-- ACTIVITY --
The line count for "highway" is all that is needed: say how many lines in the listing below contain it.

Top of SUPPLIED MATERIAL

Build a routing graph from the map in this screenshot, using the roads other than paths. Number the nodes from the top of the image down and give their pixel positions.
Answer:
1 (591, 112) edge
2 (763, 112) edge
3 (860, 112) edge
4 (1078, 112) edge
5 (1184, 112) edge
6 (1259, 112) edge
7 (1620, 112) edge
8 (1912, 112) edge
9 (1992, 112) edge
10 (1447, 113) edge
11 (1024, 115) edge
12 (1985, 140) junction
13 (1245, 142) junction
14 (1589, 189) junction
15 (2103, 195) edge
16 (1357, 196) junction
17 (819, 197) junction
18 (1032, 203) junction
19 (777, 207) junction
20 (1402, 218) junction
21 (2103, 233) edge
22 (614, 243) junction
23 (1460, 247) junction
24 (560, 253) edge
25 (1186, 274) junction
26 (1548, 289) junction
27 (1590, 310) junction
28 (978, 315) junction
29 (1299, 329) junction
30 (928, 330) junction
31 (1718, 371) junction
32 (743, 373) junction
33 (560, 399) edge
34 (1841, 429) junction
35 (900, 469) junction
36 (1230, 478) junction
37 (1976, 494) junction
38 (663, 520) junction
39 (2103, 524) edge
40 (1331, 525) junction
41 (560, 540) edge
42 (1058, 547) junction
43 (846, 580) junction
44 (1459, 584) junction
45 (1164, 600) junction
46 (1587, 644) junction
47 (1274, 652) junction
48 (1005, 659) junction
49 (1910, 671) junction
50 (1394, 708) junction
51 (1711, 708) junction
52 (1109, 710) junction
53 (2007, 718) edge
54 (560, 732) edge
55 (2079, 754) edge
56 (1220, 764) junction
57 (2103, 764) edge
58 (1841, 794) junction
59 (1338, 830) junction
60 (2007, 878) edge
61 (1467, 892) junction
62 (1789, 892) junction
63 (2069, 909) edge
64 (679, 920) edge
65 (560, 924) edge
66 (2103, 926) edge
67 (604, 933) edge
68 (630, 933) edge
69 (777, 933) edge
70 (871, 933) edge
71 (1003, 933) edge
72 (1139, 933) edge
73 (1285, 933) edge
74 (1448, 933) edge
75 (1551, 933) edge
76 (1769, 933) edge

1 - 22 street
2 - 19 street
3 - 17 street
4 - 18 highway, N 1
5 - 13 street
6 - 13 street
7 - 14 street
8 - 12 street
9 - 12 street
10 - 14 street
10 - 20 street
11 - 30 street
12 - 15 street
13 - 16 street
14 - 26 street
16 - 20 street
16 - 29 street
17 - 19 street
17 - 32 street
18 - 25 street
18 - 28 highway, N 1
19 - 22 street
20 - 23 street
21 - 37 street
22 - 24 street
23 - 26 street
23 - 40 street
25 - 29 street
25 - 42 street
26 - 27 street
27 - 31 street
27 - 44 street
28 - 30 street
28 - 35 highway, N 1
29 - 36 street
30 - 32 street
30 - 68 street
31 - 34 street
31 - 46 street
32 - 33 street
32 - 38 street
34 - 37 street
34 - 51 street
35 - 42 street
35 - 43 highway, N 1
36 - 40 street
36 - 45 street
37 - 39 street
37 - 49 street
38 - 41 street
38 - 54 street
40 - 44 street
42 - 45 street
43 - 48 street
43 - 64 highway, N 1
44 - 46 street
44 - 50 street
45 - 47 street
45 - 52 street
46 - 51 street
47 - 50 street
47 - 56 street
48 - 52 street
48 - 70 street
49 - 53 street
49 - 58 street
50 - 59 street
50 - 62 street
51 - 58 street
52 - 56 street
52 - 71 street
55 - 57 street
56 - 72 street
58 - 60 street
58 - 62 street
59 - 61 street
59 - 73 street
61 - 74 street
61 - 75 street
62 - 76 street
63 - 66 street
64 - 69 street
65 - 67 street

Bottom of SUPPLIED MATERIAL

-- REPLY TO THE EXERCISE --
5